Sua irmã Maria foi a mentora do projeto. “Em 2006 ela buscou formação para nós. Ela reuniu todo mundo e descobrimos como fazer o manejo e o potencial da andiroba”. Laísa pretende profissionalizar mais a produção e obter autorização da Anvisa (Agência Nacional de Vigilância Sanitária) para comercializá-la.
“O problema é que nós não temos políticas públicas para fortalecer a produção. Não existe crédito para quem vive da floresta. Temos 80% de floresta em nosso lote e não conseguimos crédito para trabalhar. Existe crédito para criar gado, mas não para a floresta”, critica.
Ameaças
O projeto ficou um pouco parado com a morte da irmã. Logo depois do crime, ela se mudou temporariamente para a casa de parentes em Marabá. Desde o início de 2012, porém, Laísa retornou ao assentamento e às suas atividades. Voltou a dar aulas na escola local onde é professora.
“Nós pedimos um posto policial lá dentro para inibir as ações ilegais. Tendo um posto lá, o caminhão não ia sair carregado de castanhais. E intimidava aqueles que estão prontos para matar. Depois dos assassinatos, o Ibama (Instituto Brasileiro do Meio Ambiente e dos Recursos Naturais Renováveis) fechou madeireiras, mas em Nova Ipixuna a maioria das madeireiras já está funcionando. Faz 8 meses que eles morreram e nada foi feito”, denuncia Laísa.
“A retirada da madeira está tímida, não está intensa como era antes. Acho que eles estão dando um tempo. Agora as carvoeiras, quase todas que funcionavam estão funcionando. O carvoeiro vem levando tudo, fica aquele deserto”, lamenta. Segundo levantamento feito pela família do casal, existem cerca de 100 fornos de carvão em funcionamento no assentamento.
“Até janeiro eu falava que estava ameaçada. Agora eu sinto na pele. Cada vez que eu saio na imprensa, conquisto mais a antipatia daqueles que estão me vendo como dedo-duro”.
Ela relata alguns casos: “Um menino estranho perguntou para o meu filho se a porteira da nossa casa ficava aberta ou fechada à noite. Outro dia, antes de ir para Nova York, uma criança de uns 14 anos entrou na escola, parou e ficou me olhando em pé, na porta, perto do quadro. Quando eu disse ‘oi’ para ele, ele saiu correndo e subiu numa moto onde estava um senhor”.

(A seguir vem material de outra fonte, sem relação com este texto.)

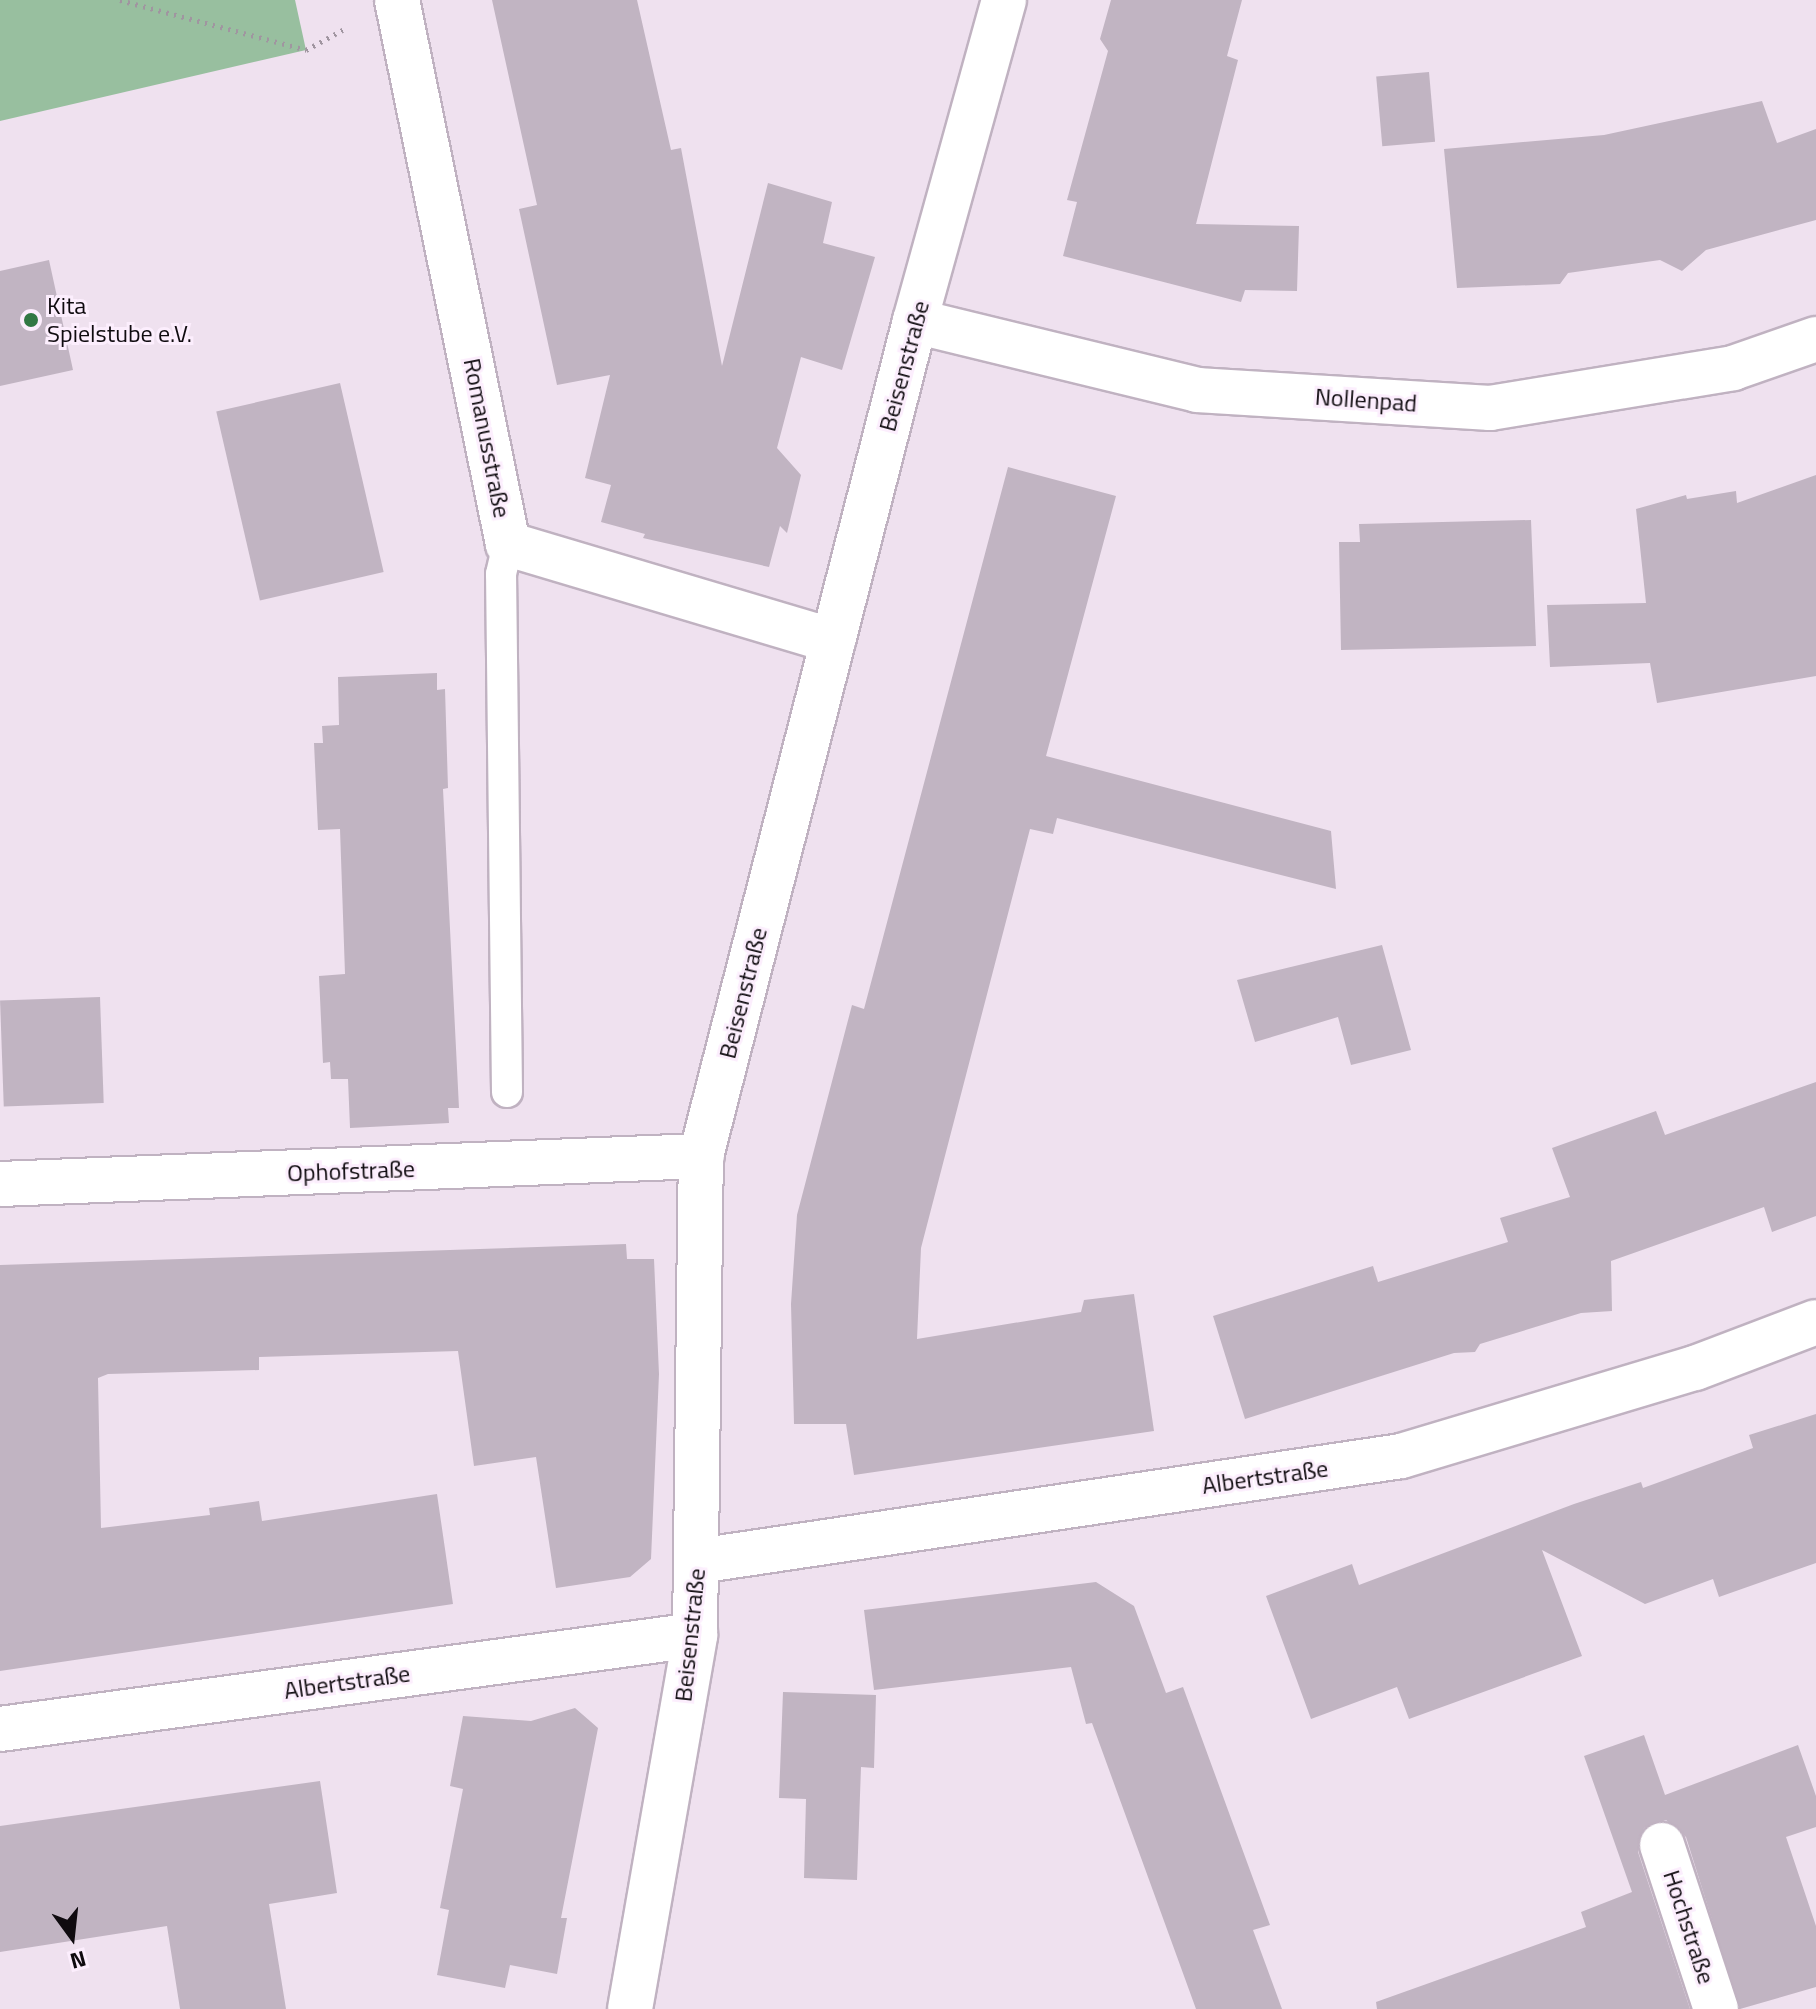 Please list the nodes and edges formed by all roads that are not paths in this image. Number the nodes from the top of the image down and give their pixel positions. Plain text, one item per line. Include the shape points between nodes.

Ainda no mesmo tom de voz, Laísa fala sobre seu encontro com Gilberto Carvalho, ministro-chefe da Secretaria Geral da Presidência da República, antes de embarcar para Nova York. “Ele falou de fazer o possível para que tenhamos um encontro com a Dilma”. O que ela falaria para a presidenta? “Eu diria, de imediato: ‘eu quero viver’”.